Tribes that subsisted on food gathered by women soon valued the men’s hunt as the most celebrated source of provision; religious artifacts indicate women’s social influence as life-bearer, but the Code of Hammurabi set clear parameters on how female sexuality was used for the good of society; the God of ancient Israel brought a promise through the body of a woman, and yet all women were explicitly excluded from the covenant sealed in the blood of circumcision. Referring to these time-worn stories, Lerner argued that the secondary status ascribed to females throughout history is not their natural state, but an intentional result of the law and order established by ancient societies which gave men dominance over women in the first collaborative work: the building of civilization.

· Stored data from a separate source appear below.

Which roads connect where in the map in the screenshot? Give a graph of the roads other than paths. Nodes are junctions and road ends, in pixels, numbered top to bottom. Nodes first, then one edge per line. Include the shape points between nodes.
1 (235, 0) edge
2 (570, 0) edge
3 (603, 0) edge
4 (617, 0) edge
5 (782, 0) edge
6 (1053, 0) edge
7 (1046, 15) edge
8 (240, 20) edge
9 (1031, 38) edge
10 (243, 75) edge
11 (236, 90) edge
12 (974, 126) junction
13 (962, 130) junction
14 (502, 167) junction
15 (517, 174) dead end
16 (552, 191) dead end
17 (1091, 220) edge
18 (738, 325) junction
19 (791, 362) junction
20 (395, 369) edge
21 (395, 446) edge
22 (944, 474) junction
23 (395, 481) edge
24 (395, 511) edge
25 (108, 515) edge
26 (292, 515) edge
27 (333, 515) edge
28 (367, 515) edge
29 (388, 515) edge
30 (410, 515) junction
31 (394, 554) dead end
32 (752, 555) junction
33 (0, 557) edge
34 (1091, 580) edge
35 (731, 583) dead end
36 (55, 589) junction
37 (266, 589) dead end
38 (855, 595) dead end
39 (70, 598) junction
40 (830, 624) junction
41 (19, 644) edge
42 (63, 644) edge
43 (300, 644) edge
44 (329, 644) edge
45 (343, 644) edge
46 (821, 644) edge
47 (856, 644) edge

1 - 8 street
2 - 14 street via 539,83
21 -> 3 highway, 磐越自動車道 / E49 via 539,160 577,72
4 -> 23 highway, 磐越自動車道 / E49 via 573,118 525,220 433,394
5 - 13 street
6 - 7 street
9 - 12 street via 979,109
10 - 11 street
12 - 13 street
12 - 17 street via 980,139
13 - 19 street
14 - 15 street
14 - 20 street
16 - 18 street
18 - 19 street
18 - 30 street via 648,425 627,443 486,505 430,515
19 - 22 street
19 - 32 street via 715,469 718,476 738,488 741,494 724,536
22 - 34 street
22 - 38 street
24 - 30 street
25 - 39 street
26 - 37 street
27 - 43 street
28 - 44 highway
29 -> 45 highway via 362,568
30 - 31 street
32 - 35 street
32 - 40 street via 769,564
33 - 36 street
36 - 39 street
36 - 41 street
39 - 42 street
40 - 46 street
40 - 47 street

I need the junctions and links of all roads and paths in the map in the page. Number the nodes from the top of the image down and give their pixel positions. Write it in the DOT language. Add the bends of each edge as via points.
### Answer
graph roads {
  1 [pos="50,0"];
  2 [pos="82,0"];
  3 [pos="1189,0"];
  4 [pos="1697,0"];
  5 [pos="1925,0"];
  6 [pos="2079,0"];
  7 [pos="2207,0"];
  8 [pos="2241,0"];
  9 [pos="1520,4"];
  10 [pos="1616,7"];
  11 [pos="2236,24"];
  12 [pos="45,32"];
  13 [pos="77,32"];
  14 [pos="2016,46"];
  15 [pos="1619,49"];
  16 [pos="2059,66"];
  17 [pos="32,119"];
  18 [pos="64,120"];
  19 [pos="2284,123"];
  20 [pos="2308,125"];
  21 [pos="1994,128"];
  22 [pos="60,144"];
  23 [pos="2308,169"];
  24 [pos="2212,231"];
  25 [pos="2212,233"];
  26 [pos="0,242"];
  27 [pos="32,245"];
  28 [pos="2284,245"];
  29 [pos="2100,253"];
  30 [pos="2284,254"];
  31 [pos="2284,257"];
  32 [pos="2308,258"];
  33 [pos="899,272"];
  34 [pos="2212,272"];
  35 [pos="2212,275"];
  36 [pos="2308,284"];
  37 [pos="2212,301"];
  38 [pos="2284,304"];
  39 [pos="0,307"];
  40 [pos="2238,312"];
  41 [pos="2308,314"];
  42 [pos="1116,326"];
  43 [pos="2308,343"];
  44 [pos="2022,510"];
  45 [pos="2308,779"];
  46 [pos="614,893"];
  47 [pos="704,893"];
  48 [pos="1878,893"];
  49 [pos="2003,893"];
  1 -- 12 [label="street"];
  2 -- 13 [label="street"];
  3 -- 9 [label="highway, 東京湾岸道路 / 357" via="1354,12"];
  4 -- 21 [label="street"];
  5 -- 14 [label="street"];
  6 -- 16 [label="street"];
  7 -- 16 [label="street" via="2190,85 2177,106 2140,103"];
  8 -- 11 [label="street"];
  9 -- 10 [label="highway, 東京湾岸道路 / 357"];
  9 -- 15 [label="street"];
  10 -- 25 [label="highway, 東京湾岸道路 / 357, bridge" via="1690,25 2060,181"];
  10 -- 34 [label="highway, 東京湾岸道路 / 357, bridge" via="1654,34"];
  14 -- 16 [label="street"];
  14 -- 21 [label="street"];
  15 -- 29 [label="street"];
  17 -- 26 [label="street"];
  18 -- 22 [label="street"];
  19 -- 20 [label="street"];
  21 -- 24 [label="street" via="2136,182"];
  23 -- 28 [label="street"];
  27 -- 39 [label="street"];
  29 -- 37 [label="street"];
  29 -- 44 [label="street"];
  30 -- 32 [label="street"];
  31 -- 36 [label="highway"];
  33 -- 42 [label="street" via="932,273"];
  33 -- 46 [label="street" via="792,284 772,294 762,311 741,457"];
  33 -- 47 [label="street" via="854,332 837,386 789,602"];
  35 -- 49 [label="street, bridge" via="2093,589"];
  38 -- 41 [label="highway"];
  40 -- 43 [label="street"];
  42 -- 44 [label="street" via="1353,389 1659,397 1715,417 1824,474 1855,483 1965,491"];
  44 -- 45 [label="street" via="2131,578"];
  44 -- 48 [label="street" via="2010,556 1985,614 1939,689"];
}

To summarize, patriarchy was not a natural force based in the natural inferiority of women. It developed over time into a system of oppression that is so familiar we forget to ask why it’s there.
Lerner pursued her question regarding the historic foundations of societal suppression of women in a creative way that yielded compelling and well-founded answers. Women’s historians of every era employ a similar method to find answers to their questions. Sources from women are not often as readily accessible as those more mainstream and male-focused historical documents, therefore interdisciplinary work is required. The methods of Women’s History invite all historians to consider the findings from various fields of study in order to think about the past – even the well-established past – in new ways and expand our understanding of how we got to the present. The power of a good question is recognized by all historians; the power of a new question takes on greater proportions for a historian of women as it encourages disciplinary bridge-building and fosters a more complete vision of the past.
Patriarchy did not only impact women, it also created the position of the slave.
Lerner stated that “the oppression of women antedates slavery and makes it possible.” Experts had often observed that women were the first slaves, but by and large this statement was said in passing before discussing prisoners of war or under what conditions a slave might earn his freedom; female slaves were rarely referenced in the same way. Lerner focused on what previous scholars had thought irrelevant to history and discovered how central the ignored female slave was to institution of slavery and creation of civilization.
As said before, the characteristic method of Women’s History – asking new questions of old sources – has the power to expand and, in some cases, upend the historical narrative.
We can see a similar method in action in America today: the demonstrations concerning racial injustice and police brutality stem from similar historical oversights as those that Lerner encountered in her own study. Slavery was foundational to the building of this country, and a failure to fully recognize how ingrained it was to the overall creation of this modern civilization has contributed to the unrest that has filled the hearts, minds, and streets of the nation. This is not to say that the ancient subjugation of women is the same as the racial oppression of American slavery. Rather, the comparison highlights how Women’s History gives the tools to clearly see how patterns of oppression based on difference are not naturally occurring, but results of a historic process. Perhaps, just as “the system of patriarchy is a historic construct; it has a beginning; it will have an end,” we can ask questions of the past and engage in our current historical process in the hope of ending the subjugation of others.